Google、書籍電子化プロジェクト訴訟で米出版社協会と和解 11
密約 部門より
Googleと米国出版社協会(AAP)は、「Googleブックス図書館プロジェクト」をめぐる7年間におよぶ訴訟で和解が成立したことを発表した(AAPとGoogleの共同発表、 BBC Newsの記事、 INTERNET WATCHの記事、 本家/.)。

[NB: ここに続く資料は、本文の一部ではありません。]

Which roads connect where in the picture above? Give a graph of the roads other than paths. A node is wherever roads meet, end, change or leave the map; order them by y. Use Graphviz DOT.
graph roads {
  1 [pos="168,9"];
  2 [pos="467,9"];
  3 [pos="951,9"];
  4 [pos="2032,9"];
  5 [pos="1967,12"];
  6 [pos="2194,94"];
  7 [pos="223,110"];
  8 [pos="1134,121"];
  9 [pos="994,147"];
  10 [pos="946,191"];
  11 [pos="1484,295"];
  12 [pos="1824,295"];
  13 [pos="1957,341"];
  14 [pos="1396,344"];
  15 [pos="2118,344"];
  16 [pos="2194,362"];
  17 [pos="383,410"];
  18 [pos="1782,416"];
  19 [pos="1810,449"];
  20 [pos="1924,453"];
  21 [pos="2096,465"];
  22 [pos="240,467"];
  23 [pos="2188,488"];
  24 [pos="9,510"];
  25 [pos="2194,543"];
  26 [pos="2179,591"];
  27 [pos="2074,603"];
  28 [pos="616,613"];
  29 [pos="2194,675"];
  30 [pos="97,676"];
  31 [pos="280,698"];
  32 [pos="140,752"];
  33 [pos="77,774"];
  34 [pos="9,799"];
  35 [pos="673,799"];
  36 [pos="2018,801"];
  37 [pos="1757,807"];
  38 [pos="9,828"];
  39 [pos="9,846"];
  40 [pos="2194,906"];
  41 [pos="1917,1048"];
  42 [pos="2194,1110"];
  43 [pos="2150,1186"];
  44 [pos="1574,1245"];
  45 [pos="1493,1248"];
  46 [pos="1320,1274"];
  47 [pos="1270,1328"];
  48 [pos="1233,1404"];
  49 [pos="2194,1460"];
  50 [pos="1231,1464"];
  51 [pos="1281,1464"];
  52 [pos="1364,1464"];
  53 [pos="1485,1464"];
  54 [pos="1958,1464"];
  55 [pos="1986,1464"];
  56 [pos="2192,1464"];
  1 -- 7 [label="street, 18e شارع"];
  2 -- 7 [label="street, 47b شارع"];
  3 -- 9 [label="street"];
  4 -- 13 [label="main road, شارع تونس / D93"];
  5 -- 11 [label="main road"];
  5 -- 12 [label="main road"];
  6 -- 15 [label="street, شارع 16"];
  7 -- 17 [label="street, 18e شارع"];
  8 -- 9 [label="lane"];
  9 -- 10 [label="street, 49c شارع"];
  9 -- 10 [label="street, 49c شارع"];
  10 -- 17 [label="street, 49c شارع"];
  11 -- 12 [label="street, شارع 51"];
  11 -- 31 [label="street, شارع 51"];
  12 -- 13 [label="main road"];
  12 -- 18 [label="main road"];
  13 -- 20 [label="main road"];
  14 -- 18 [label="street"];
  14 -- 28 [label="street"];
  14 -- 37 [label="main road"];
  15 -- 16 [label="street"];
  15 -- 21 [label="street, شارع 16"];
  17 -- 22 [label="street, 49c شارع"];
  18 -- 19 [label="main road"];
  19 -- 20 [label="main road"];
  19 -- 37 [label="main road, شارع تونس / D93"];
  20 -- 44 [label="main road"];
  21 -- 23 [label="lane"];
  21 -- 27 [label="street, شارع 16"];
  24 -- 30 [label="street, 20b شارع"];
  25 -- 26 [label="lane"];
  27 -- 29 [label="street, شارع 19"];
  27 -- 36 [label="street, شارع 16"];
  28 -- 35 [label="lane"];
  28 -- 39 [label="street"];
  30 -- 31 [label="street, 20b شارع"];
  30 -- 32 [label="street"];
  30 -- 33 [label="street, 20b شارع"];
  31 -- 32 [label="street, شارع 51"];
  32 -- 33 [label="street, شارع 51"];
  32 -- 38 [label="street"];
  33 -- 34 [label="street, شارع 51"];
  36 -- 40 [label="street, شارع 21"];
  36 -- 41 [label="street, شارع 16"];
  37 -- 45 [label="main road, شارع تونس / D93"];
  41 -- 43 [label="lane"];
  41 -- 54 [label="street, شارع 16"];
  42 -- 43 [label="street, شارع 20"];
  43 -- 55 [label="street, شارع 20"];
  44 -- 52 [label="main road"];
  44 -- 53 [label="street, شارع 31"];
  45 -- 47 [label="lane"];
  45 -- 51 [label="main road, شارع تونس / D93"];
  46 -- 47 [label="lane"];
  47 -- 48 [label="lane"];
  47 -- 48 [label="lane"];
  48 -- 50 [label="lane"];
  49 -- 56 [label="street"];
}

Googleが2005年に開始した図書館プロジェクトは、提携図書館の蔵書をスキャンしてGoogleブックスから利用可能にするというもの。しかし、著作権者や出版社に無断でプロジェクトを開始したため、世界各国で著作権侵害に関する訴訟が行われている。米国ではAAPを代表する5出版社による今回の訴訟のほか、Authors Guild(作家組合)がクラスアクション訴訟を提起している。

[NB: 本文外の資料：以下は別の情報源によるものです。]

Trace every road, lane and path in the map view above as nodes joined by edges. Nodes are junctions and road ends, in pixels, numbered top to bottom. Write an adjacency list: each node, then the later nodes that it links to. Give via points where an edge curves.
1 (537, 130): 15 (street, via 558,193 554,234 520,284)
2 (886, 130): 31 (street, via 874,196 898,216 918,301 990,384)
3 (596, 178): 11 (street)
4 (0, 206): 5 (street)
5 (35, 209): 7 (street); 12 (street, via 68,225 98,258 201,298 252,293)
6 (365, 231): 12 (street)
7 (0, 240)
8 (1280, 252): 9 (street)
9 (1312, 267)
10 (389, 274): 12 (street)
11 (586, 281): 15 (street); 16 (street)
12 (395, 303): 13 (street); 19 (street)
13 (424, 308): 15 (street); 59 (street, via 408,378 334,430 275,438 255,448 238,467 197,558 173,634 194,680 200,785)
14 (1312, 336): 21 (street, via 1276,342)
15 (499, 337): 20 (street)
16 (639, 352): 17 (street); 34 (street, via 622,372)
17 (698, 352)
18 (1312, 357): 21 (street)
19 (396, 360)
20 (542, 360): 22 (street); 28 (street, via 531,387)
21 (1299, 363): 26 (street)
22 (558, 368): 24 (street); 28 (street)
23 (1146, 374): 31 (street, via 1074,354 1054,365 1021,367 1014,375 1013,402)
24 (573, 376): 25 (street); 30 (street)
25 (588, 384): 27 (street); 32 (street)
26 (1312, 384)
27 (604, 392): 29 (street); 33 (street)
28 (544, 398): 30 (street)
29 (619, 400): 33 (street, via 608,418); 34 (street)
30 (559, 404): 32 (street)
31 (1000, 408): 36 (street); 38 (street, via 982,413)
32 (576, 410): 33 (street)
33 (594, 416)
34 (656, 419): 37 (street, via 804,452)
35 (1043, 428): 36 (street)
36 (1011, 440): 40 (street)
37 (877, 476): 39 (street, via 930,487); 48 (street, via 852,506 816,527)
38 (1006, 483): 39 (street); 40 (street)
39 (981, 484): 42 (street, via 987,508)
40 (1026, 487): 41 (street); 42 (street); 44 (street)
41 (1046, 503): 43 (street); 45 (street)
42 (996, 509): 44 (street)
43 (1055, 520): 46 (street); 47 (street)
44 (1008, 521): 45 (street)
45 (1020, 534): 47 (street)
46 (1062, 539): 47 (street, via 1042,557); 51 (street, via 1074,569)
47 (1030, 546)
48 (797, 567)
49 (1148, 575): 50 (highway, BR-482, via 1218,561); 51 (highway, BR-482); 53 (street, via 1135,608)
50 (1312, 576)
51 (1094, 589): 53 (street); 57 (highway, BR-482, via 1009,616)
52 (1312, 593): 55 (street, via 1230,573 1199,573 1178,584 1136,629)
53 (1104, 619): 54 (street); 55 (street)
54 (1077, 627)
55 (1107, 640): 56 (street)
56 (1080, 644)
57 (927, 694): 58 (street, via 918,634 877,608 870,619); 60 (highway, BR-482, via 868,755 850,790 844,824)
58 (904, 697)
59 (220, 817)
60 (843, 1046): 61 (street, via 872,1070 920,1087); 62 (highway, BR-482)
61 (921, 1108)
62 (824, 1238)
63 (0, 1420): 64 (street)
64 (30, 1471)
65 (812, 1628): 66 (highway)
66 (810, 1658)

発表された和解内容によると、出版社はGoogleにデジタル化を許可するかどうかを出版物ごとに選択できるという。デジタル化を許可した出版物については、出版社もGoogleがデジタル化したデータを使用でき、Google Playでの販売も可能となる。当事者間での和解のため和解内容の詳細は公開されておらず、裁判所の承認も必要ないとのこと。一方、Authors GuildはGoogleとAAPの和解について、著作権者の権利が侵害されている状況は何も変わらないなどとして訴訟を継続する意思を明らかにしている(Authors Guildの声明)。